Sample size and power calculation

The expected average baseline value of MWD has been set to 120 m with a detected 50% improvement (60 m). There is a wide variance in MWD in this patient group and consequently the standard deviation (SD) is set at 100 m, based on an expected improvement in walking ability of approximately 50% to 200% [18]. With a 5% significance level and 80% power, it will thus be necessary to include 88 patients to detect an improvement of 60 m in MWD in the intervention group at the 12-month follow-ups, compared with the control group. Owing to the previously mentioned risk of co-morbidities, combined with an expected drop-out, a drop-out of 25% must be expected, therefore the investigators plan to include 118 patients in total (59 in each group).

Discussion

This randomised clinical trial is the first to examine the effect of a cross-sectoral exercise and health behaviour intervention based on the established cardiac rehabilitation programme for patients with IC. The CIPIC Rehab Study will provide evidence on the rehabilitation needs of patients treated conservatively for IC, ánd insight into the patient benefits and motivational factors of conservative management experiences of the intervention. The results can be used to make recommendations for a specialised IC rehabilitation programme, which healthcare professionals and policymakers may use to make qualified, evidence-based decisions in everyday clinical practice and as a foundation for national and international guidelines. With a positive outcome, some of the possible effects could be lower morbidity and a decrease in the use of the public health system. This is advantageous for both patients and society.
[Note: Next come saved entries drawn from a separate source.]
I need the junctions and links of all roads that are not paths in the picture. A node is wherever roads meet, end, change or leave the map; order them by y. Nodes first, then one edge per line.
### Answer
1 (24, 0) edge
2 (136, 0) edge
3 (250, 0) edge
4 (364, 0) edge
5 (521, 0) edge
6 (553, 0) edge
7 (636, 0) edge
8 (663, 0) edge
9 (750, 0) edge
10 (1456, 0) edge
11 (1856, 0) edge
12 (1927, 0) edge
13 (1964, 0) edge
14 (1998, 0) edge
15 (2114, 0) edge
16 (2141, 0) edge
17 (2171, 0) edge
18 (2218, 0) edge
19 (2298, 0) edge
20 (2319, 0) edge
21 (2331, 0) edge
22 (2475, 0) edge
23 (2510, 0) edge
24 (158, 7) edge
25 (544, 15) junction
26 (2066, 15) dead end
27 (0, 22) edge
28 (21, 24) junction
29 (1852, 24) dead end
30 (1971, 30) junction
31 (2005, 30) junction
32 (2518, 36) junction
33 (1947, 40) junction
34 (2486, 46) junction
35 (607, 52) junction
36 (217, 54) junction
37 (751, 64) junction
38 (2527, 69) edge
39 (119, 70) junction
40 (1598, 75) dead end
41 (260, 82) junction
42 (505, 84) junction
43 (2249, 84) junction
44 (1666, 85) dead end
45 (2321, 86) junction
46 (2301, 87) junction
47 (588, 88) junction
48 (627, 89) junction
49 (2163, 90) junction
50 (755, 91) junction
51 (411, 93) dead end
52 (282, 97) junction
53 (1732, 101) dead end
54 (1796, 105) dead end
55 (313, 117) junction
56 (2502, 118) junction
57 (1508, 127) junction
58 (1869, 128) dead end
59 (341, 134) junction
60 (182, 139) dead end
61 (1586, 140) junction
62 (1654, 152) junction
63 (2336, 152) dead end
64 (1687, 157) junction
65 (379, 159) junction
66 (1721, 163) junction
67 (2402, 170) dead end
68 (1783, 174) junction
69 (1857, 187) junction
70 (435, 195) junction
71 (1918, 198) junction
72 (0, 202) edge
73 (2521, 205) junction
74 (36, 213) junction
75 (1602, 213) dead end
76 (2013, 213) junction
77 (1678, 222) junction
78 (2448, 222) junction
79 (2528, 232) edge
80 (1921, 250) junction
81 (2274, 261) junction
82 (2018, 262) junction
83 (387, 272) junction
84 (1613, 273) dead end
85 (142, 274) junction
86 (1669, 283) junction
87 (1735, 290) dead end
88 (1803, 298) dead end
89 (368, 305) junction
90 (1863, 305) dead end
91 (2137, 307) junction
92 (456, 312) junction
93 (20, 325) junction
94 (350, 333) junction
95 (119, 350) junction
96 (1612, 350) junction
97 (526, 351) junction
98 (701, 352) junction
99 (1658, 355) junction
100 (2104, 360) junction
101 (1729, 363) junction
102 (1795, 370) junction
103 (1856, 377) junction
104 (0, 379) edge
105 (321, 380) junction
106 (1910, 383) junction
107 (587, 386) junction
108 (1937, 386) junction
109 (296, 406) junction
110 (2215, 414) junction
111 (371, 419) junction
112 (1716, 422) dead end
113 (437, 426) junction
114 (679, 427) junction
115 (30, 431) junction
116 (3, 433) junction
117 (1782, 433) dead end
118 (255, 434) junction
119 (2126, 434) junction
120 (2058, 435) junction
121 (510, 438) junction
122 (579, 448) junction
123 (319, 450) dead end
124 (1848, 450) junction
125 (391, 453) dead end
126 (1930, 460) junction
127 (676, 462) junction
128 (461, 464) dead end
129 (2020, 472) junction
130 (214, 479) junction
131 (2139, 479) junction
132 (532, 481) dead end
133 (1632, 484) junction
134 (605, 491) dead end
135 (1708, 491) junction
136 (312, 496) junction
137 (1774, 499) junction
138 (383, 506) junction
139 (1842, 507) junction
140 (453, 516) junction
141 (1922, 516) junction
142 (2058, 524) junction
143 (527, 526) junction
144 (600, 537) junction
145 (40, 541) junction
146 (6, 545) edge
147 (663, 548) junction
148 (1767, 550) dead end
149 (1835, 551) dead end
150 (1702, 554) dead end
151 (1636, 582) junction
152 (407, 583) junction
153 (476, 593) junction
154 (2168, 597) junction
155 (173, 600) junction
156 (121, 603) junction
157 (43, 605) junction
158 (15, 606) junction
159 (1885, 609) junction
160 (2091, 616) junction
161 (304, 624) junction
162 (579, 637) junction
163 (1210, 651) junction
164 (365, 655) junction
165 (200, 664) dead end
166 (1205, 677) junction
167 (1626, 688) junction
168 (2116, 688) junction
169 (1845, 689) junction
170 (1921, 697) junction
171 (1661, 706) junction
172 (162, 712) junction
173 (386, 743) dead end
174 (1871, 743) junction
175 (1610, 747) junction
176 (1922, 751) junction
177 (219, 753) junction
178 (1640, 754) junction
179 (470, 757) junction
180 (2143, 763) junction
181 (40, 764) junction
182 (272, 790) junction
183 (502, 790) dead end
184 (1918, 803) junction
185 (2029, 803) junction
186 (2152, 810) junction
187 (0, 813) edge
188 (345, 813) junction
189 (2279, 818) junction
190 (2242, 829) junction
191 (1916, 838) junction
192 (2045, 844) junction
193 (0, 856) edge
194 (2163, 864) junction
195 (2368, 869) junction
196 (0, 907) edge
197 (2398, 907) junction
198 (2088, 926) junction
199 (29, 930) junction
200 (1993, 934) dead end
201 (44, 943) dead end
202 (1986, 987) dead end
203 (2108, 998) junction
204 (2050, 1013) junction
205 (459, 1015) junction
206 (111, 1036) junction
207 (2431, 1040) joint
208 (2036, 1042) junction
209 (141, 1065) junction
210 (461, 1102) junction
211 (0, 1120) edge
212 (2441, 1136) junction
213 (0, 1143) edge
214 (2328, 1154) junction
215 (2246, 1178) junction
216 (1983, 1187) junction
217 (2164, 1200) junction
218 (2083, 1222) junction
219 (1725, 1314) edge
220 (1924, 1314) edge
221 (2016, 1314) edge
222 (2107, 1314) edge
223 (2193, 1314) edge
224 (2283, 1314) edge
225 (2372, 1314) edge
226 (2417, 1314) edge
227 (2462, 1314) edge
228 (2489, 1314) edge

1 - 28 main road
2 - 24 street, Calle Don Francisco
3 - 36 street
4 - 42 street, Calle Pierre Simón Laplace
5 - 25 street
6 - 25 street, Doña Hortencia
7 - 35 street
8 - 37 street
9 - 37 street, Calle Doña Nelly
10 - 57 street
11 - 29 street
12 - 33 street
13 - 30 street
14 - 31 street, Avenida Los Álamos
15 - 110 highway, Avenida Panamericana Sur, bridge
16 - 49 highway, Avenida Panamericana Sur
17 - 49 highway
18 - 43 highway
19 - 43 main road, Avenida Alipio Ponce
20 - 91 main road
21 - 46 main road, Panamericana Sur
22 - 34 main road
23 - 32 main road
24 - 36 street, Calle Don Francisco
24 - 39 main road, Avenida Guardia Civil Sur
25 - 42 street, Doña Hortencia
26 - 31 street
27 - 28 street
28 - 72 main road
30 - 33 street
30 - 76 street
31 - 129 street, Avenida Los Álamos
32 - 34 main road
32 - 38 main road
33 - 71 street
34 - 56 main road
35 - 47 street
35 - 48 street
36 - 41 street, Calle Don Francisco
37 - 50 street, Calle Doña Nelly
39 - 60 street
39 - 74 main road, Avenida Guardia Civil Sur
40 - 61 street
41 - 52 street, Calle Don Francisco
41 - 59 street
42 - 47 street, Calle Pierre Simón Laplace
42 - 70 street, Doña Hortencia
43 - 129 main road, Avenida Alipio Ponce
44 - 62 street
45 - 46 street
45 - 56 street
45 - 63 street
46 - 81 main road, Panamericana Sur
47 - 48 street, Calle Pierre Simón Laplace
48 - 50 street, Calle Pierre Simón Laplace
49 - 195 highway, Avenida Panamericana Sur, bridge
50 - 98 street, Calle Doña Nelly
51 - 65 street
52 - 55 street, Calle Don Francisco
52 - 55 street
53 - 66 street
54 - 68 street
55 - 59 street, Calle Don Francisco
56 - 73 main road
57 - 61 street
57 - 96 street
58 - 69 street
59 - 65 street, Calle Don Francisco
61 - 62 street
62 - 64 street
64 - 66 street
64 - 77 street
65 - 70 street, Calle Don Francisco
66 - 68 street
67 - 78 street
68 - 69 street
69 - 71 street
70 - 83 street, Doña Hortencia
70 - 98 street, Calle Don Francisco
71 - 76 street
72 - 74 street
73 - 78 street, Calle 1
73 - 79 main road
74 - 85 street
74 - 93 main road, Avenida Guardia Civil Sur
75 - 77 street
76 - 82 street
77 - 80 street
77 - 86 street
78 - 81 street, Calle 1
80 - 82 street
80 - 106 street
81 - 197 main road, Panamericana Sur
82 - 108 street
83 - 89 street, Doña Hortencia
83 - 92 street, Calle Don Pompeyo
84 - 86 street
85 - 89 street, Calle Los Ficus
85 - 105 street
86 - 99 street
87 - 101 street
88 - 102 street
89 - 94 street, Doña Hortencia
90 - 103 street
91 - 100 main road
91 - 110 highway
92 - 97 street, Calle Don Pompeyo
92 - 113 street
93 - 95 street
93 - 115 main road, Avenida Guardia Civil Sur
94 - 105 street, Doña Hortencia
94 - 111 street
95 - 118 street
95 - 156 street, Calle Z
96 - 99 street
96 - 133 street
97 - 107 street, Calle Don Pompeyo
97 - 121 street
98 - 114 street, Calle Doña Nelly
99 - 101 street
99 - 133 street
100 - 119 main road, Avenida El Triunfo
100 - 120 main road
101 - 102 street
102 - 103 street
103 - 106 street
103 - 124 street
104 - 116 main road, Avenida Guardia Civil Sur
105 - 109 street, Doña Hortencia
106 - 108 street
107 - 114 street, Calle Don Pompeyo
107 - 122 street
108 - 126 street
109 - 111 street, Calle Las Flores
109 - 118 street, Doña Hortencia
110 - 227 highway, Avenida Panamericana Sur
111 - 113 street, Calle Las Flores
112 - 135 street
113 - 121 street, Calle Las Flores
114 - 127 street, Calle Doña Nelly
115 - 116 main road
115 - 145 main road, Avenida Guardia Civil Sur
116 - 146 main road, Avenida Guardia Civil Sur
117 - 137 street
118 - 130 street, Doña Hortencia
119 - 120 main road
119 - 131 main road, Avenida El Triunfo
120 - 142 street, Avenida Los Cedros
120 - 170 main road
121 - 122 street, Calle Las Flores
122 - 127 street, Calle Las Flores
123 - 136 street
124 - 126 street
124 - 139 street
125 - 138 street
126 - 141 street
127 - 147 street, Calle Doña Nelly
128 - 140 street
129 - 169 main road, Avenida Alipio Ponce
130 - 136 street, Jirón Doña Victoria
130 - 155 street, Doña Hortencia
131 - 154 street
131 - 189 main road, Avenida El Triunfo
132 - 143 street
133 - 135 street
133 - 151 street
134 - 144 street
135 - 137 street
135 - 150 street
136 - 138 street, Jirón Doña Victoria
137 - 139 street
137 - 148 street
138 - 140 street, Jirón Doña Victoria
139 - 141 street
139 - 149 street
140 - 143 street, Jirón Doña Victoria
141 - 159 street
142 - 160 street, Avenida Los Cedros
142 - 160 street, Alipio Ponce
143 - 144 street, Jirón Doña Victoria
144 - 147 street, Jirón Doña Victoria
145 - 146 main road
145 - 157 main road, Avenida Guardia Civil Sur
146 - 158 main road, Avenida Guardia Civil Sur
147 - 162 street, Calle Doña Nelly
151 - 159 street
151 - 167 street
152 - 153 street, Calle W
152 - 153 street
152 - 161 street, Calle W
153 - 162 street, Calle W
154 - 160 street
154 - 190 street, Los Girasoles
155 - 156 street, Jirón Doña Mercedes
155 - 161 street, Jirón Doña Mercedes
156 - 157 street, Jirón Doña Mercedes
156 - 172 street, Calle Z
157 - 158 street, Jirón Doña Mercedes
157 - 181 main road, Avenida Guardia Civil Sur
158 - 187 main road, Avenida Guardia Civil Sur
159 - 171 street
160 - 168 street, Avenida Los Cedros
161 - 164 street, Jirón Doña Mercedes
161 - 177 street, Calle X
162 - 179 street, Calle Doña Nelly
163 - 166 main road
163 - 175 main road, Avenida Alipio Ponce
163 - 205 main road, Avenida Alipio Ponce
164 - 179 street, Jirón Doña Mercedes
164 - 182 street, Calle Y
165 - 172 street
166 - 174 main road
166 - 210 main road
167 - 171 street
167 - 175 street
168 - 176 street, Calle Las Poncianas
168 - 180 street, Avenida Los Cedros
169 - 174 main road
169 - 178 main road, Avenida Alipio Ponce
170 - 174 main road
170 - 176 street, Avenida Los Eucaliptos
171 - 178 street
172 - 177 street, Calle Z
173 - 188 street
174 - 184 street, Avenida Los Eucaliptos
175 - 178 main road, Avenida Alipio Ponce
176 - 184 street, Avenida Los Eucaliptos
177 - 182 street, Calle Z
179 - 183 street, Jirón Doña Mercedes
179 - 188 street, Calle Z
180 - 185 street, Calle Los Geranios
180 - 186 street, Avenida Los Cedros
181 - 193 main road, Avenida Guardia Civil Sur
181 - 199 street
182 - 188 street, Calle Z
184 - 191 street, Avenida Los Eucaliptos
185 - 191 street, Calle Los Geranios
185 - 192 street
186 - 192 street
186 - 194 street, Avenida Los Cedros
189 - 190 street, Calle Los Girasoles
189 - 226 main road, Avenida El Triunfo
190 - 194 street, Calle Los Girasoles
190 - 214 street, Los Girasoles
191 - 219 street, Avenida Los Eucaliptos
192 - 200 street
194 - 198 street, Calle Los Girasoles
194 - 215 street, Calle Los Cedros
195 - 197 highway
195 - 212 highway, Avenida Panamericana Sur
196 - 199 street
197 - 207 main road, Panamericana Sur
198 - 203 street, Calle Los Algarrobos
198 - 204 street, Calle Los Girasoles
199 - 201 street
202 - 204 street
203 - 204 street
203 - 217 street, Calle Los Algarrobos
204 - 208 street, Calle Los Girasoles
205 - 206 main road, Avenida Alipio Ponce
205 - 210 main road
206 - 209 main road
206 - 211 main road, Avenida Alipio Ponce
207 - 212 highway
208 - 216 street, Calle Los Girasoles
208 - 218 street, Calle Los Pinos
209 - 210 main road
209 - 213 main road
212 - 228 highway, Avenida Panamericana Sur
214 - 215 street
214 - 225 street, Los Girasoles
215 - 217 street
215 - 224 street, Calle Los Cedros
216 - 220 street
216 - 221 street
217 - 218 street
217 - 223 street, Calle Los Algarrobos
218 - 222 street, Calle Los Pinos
Whether it produces neutral, negative or positive results the study will have implications for clinical practice and follow-up care for patients treated for IC. The study has been designed to meet the criteria for high quality in non-pharmacological randomised clinical trials [57] with central randomisation, blinded assessment of the exercise outcome, and blinded analysis by a study-independent statistician. Detailed information on the intervention received and usual care will be collected, including self-initiated exercise training during the trial period. The secondary outcomes of self-rated mental health are subjective by nature [58,59,60]. The trial is designed with multiple statistical comparisons, therefore results of the explorative analyses will be interpreted with caution.

Trial status

Recruitment began on 1 April 2017 and end of the 12-month follow-up of all patients will be completed in april 2020 in accordance to protocol number: H-17004183/clinicaltrials.gov.

Inclusion was initiated on 5 December 2017 and completed in 28 June 2019. End of the 12-month follow-up of all patients will be completed at the end of June 2020. The results of the trial and complementary studies will be published in relevant international peer-reviewed journals. Authorship will be determined according to the guidelines of the International Committee of Medical Journal Editors.